## [Task directions]
Isolate every line in the records below with "wrist" in it.

******************************

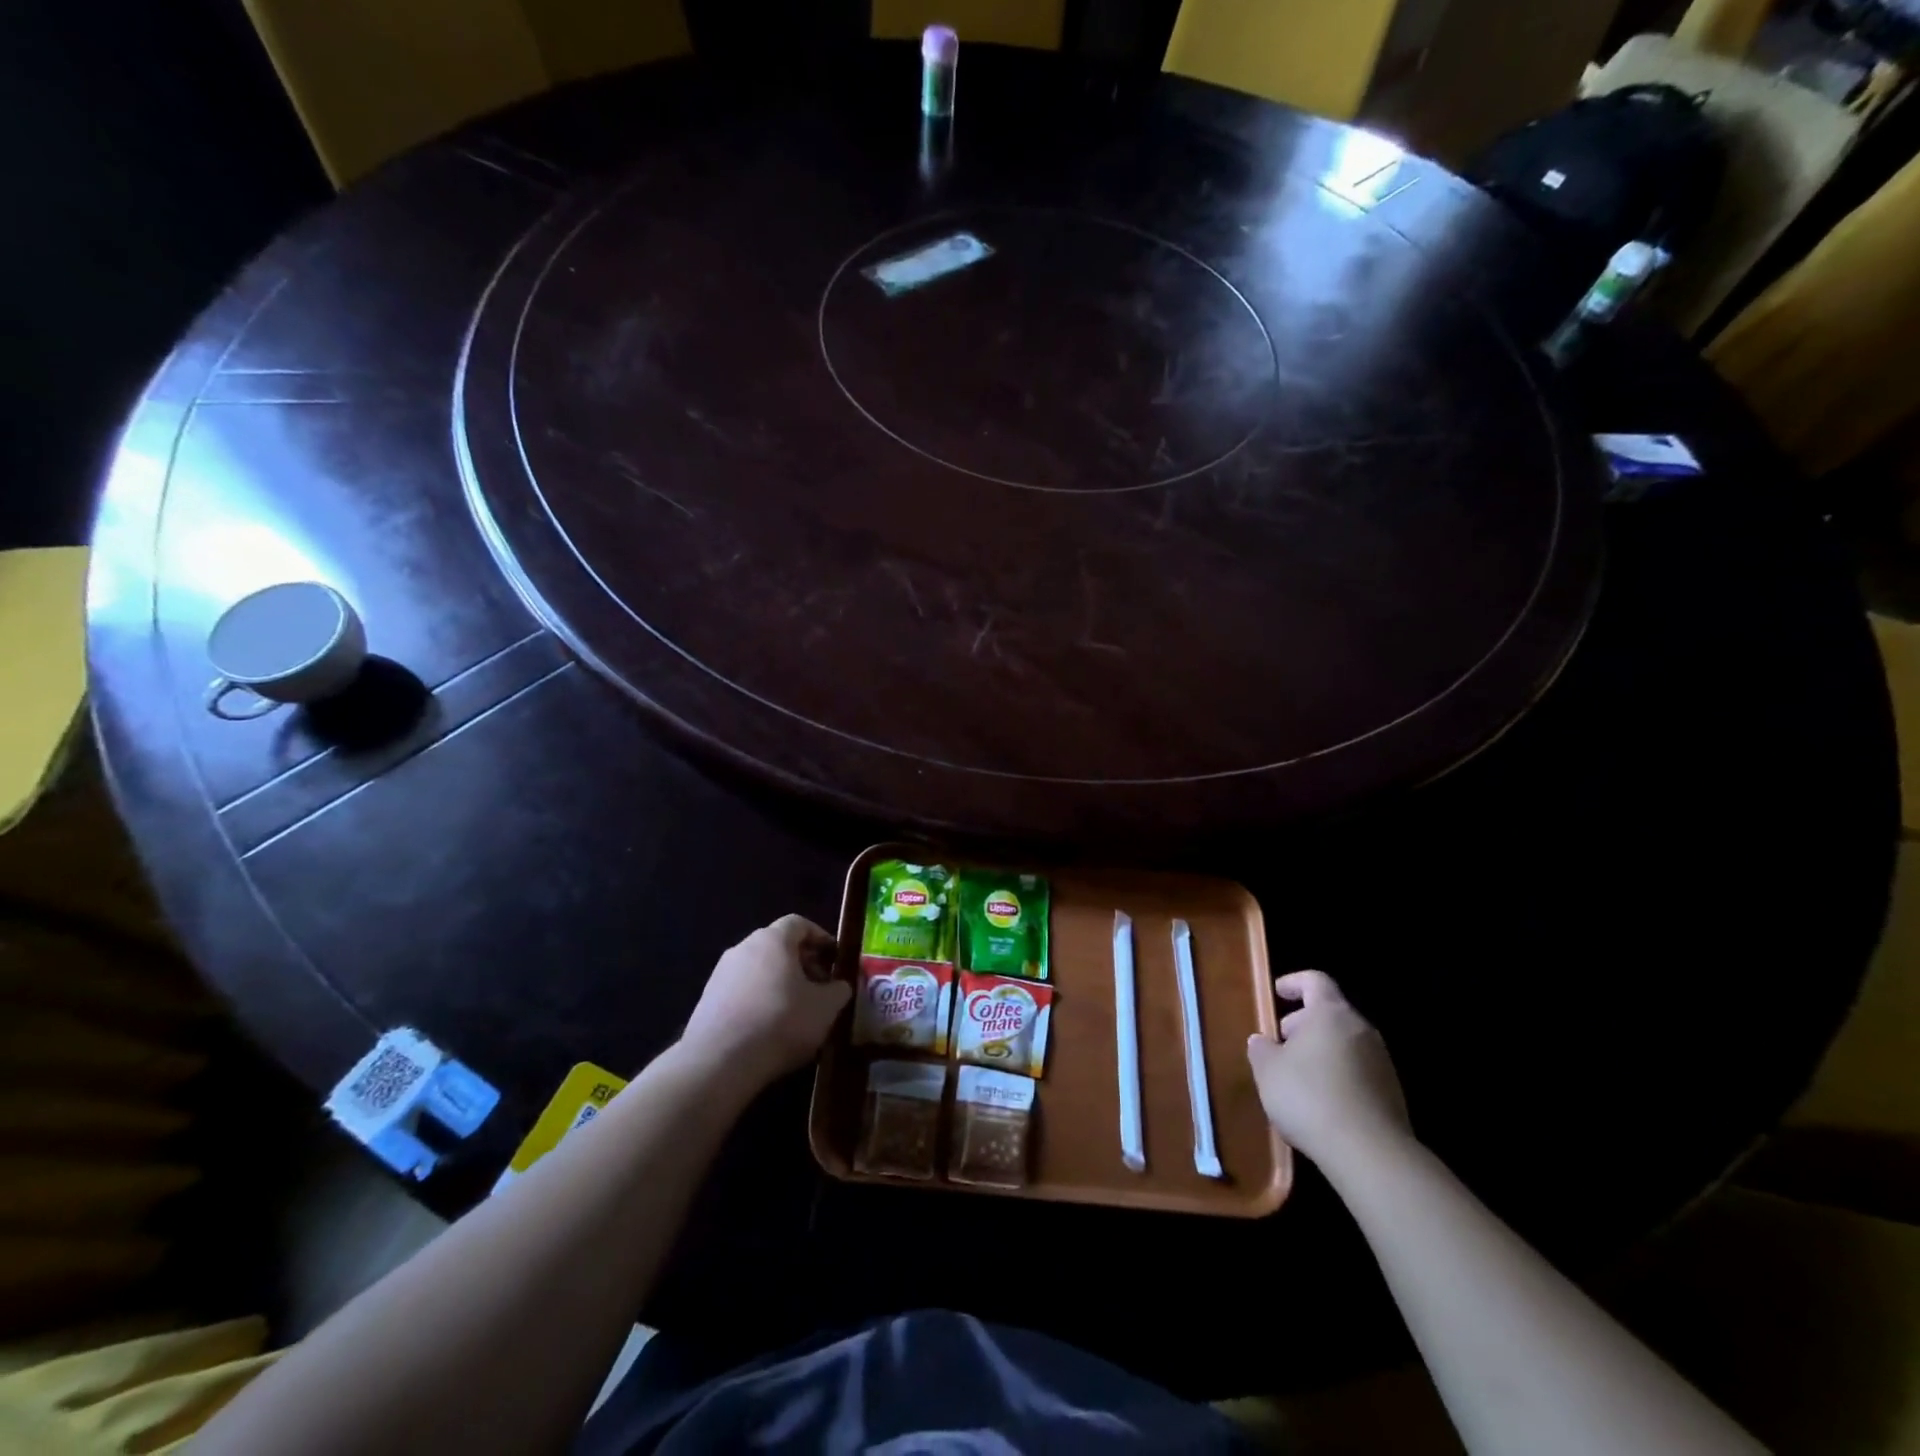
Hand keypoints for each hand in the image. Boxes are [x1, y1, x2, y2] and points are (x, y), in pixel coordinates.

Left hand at [680, 915, 849, 1089]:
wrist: (720, 1062)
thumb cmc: (781, 1022)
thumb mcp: (825, 1008)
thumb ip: (839, 990)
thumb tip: (839, 986)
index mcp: (772, 940)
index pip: (799, 924)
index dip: (820, 938)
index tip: (834, 959)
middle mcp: (743, 947)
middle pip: (778, 946)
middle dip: (802, 963)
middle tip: (819, 987)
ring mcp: (720, 973)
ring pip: (758, 969)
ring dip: (779, 982)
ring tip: (796, 1010)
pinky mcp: (707, 1000)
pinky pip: (741, 990)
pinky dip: (759, 1000)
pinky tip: (768, 1027)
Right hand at [1246, 970, 1410, 1167]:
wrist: (1371, 1154)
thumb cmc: (1310, 1097)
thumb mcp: (1268, 1071)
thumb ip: (1261, 1049)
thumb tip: (1262, 1041)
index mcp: (1331, 1013)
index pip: (1315, 980)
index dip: (1293, 983)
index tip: (1276, 994)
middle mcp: (1361, 1030)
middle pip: (1330, 1013)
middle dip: (1303, 1024)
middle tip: (1280, 1044)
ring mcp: (1382, 1062)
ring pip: (1344, 1043)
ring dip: (1320, 1052)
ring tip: (1297, 1078)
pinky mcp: (1392, 1093)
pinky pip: (1358, 1071)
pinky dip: (1338, 1076)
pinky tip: (1321, 1104)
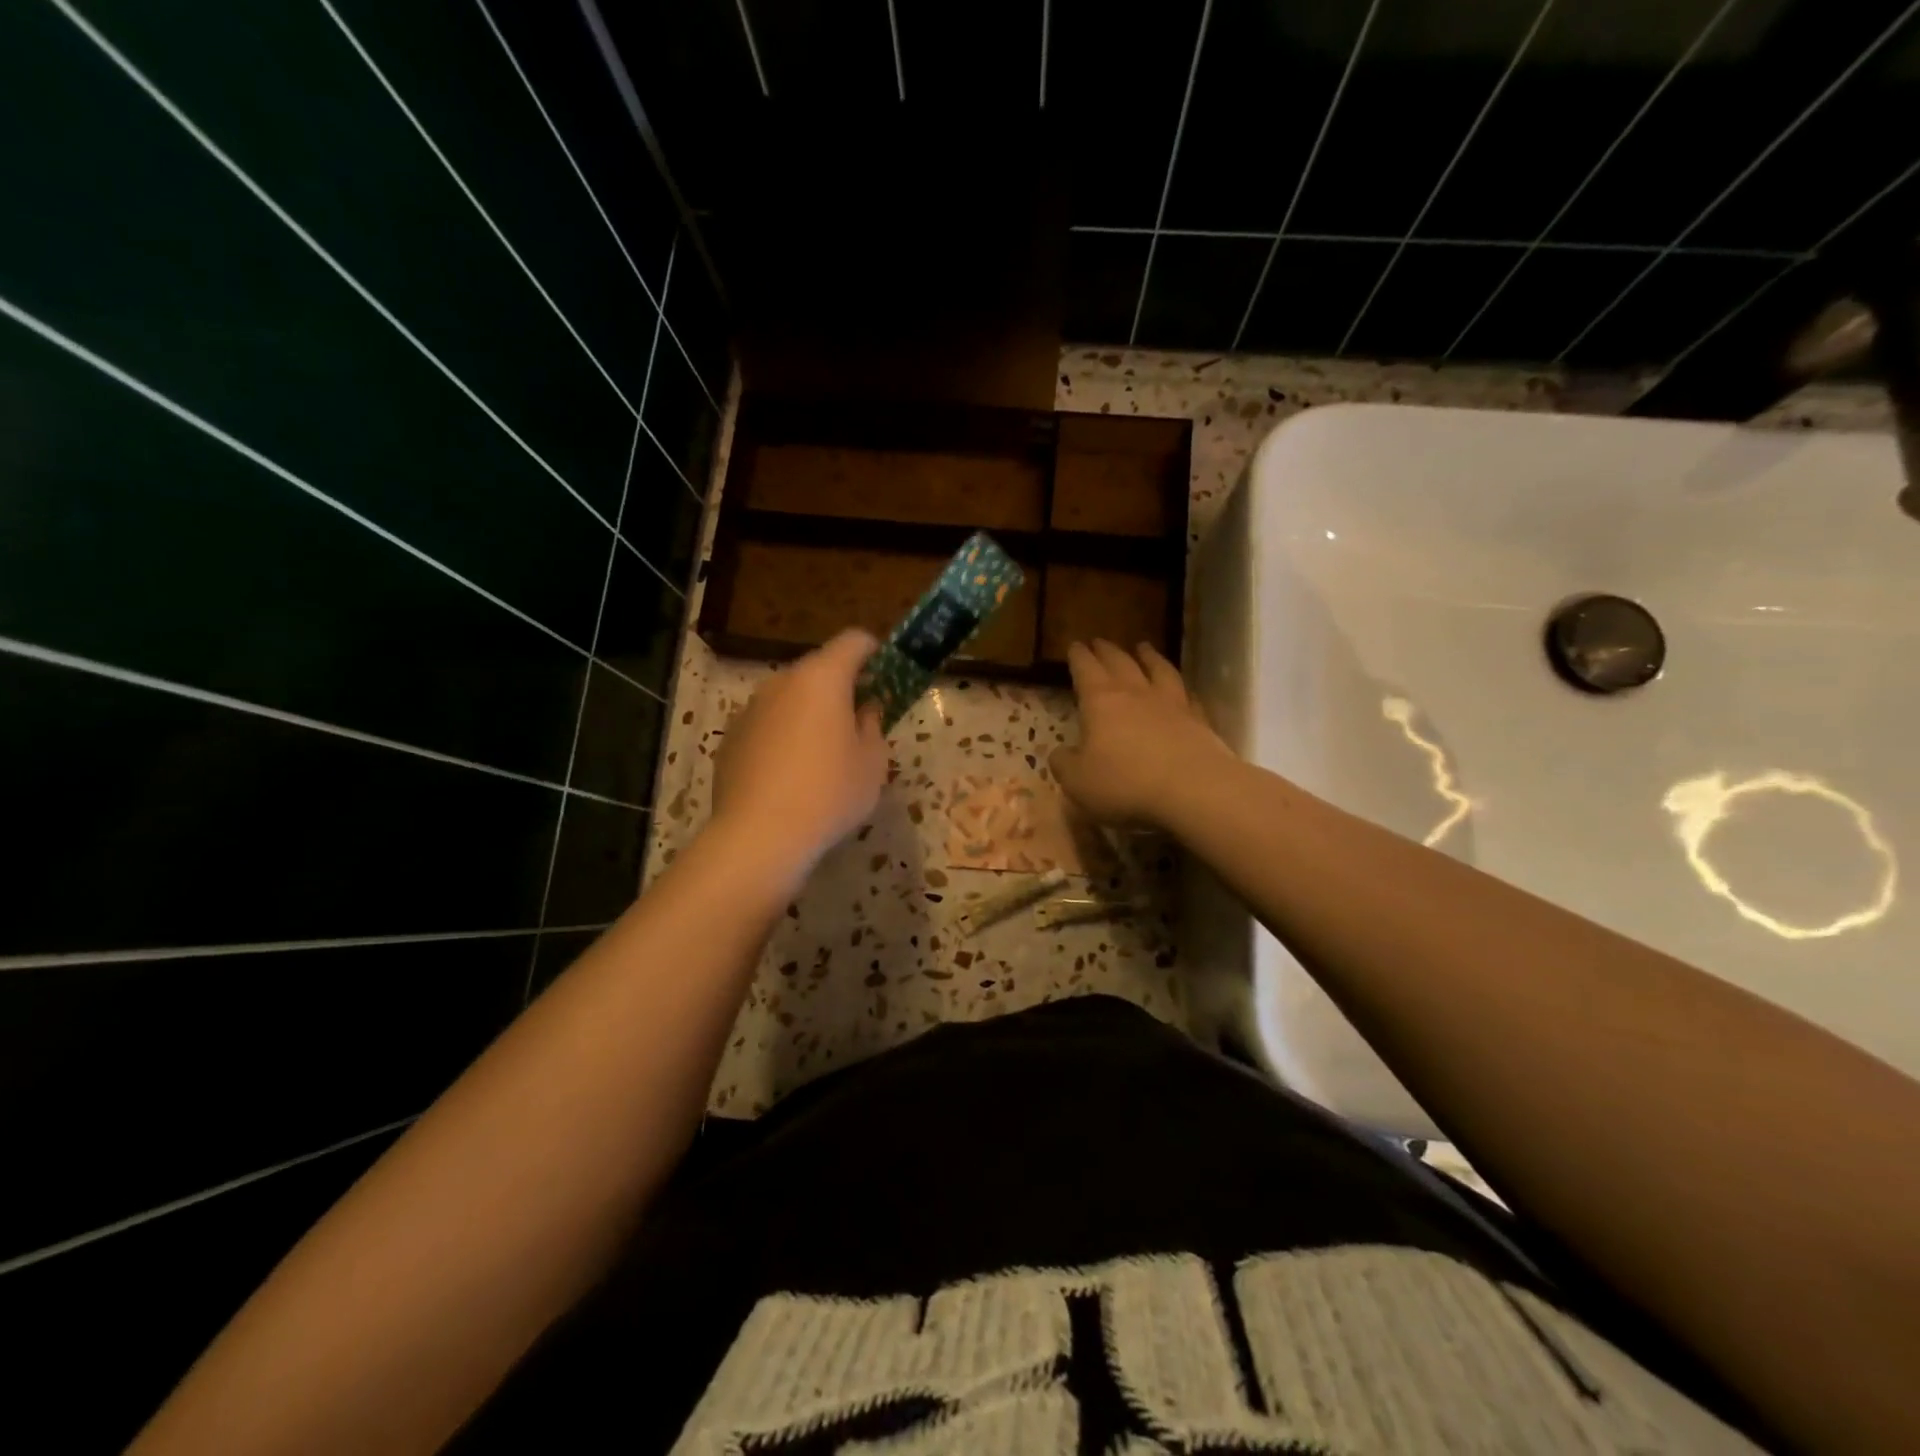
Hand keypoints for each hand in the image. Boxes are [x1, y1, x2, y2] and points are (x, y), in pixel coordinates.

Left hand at [711, 630, 889, 882]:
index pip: (852, 641)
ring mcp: (751, 708)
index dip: (873, 651)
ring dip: (809, 711)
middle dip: (840, 686)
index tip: (884, 674)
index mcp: (822, 678)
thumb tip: (864, 710)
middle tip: (858, 719)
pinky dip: (782, 735)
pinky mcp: (730, 737)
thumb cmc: (829, 793)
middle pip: (818, 668)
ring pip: (789, 696)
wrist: (758, 835)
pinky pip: (766, 723)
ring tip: (821, 751)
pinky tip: (789, 773)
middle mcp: (782, 682)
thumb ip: (873, 726)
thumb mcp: (872, 763)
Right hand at [1050, 640, 1234, 827]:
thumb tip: (1060, 753)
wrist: (1193, 789)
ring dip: (1149, 657)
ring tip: (1143, 647)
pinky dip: (1181, 688)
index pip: (1085, 669)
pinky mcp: (1199, 720)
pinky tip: (1182, 689)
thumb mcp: (1078, 781)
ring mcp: (1171, 703)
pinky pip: (1188, 696)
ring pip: (1158, 670)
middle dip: (1107, 651)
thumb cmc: (1125, 783)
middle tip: (1099, 642)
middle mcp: (1136, 693)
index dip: (1078, 656)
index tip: (1074, 645)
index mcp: (1101, 701)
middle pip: (1120, 662)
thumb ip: (1064, 764)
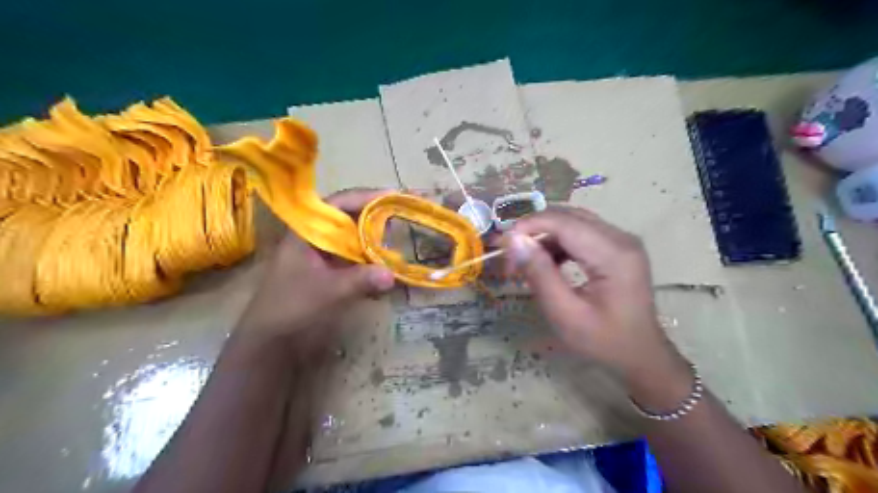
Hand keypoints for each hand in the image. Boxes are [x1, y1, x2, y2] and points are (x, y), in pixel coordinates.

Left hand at [238, 187, 393, 348]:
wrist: (270, 339)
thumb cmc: (291, 306)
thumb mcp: (327, 291)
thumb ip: (360, 280)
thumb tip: (392, 275)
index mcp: (307, 232)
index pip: (339, 204)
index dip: (366, 197)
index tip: (392, 196)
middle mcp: (315, 238)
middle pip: (349, 218)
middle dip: (375, 216)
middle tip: (402, 214)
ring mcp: (321, 255)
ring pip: (353, 238)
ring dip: (374, 238)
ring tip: (398, 236)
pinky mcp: (328, 271)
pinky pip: (353, 258)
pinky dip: (369, 259)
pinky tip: (384, 265)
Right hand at [504, 206, 688, 387]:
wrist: (640, 355)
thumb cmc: (603, 341)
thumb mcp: (565, 314)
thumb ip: (540, 274)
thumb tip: (515, 242)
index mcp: (614, 254)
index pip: (566, 222)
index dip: (532, 225)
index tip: (505, 241)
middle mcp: (621, 238)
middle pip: (570, 216)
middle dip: (536, 228)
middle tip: (512, 252)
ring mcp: (622, 241)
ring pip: (574, 221)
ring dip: (546, 235)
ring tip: (526, 259)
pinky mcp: (618, 247)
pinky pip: (582, 232)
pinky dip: (559, 242)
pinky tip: (547, 261)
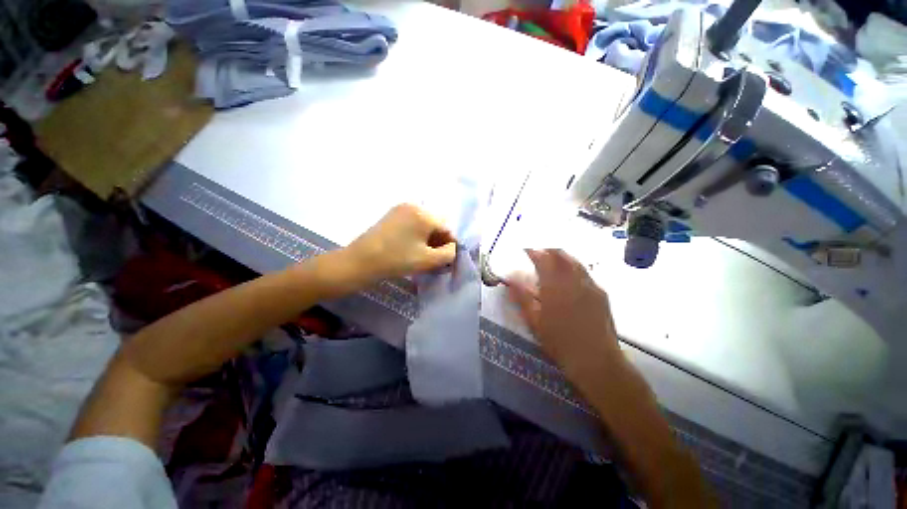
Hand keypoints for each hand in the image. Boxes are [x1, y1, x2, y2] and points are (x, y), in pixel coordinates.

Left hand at [345, 204, 457, 280]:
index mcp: (424, 214)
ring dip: (427, 240)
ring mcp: (400, 209)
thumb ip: (448, 254)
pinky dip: (416, 236)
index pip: (446, 228)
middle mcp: (413, 206)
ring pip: (423, 225)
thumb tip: (452, 247)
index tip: (445, 260)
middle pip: (435, 225)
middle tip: (434, 259)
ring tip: (422, 256)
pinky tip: (410, 248)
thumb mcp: (428, 260)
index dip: (449, 245)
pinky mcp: (391, 215)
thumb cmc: (397, 260)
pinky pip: (411, 224)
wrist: (360, 261)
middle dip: (438, 242)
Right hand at [506, 249, 624, 389]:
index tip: (525, 251)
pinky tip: (569, 280)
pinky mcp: (601, 294)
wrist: (596, 361)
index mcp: (556, 286)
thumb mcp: (534, 321)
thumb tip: (510, 279)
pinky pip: (585, 273)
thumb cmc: (559, 342)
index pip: (543, 259)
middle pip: (561, 255)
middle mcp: (575, 280)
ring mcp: (591, 285)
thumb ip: (522, 297)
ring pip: (575, 262)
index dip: (533, 252)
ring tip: (552, 264)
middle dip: (548, 251)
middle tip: (538, 255)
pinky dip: (574, 269)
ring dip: (562, 258)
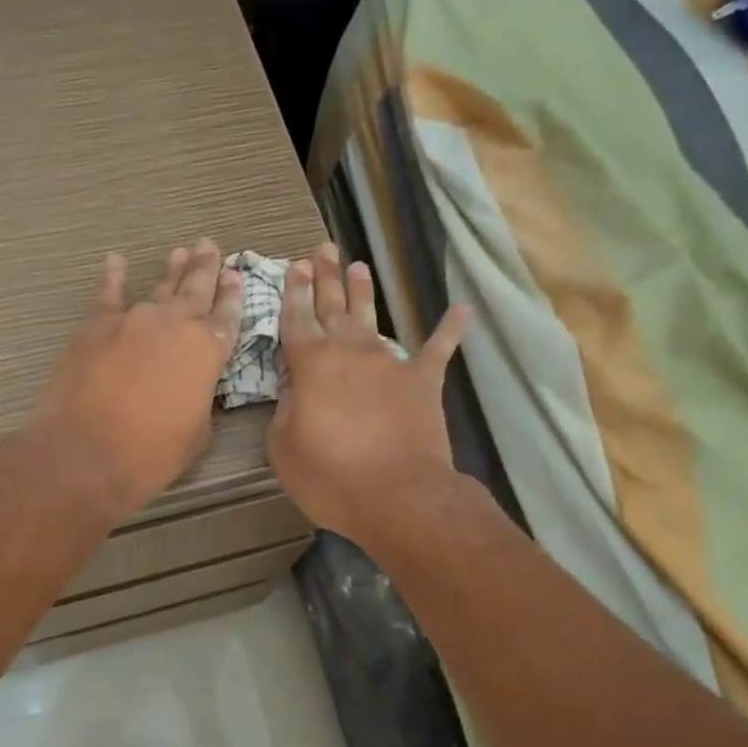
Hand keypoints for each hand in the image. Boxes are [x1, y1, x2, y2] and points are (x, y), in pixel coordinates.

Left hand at [29, 240, 243, 520]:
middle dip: (206, 268)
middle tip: (211, 246)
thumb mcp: (196, 431)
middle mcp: (174, 325)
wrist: (86, 453)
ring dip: (171, 271)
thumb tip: (192, 384)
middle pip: (195, 290)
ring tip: (181, 252)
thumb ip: (200, 397)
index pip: (227, 317)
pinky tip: (116, 261)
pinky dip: (113, 276)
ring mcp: (132, 319)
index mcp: (207, 351)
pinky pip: (108, 293)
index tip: (236, 274)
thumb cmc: (151, 453)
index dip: (233, 296)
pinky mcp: (95, 325)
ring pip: (158, 288)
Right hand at [268, 242, 468, 545]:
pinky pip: (438, 349)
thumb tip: (296, 387)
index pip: (297, 320)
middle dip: (326, 278)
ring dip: (365, 292)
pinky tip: (463, 308)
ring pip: (373, 318)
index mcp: (312, 365)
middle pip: (334, 307)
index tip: (294, 268)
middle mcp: (350, 353)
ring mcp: (391, 364)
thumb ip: (286, 410)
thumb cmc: (332, 477)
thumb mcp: (284, 448)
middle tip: (322, 250)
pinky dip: (450, 328)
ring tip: (360, 265)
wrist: (399, 496)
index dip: (293, 294)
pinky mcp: (423, 383)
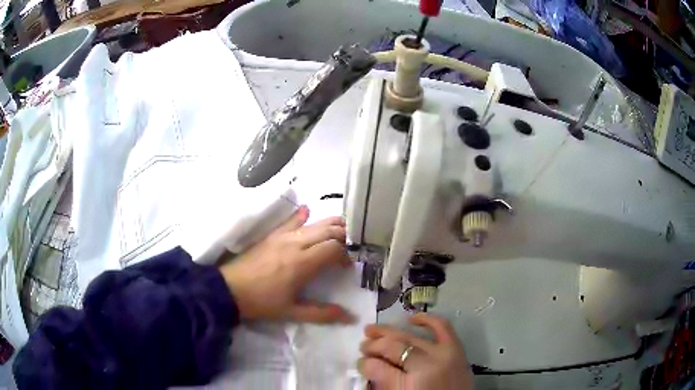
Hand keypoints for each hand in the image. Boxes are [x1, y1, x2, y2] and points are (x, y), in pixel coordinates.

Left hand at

******************************

## [Written response]
wrist: (720, 1062)
wrist: (1371, 1154)
wrist: (758, 835)
wrist: (1193, 789)
wrist: (270, 339)
wrist: (640, 355)
wrist: (360, 261)
wrist: (596, 361)
wrist: (86, 453)
wrist: (399, 496)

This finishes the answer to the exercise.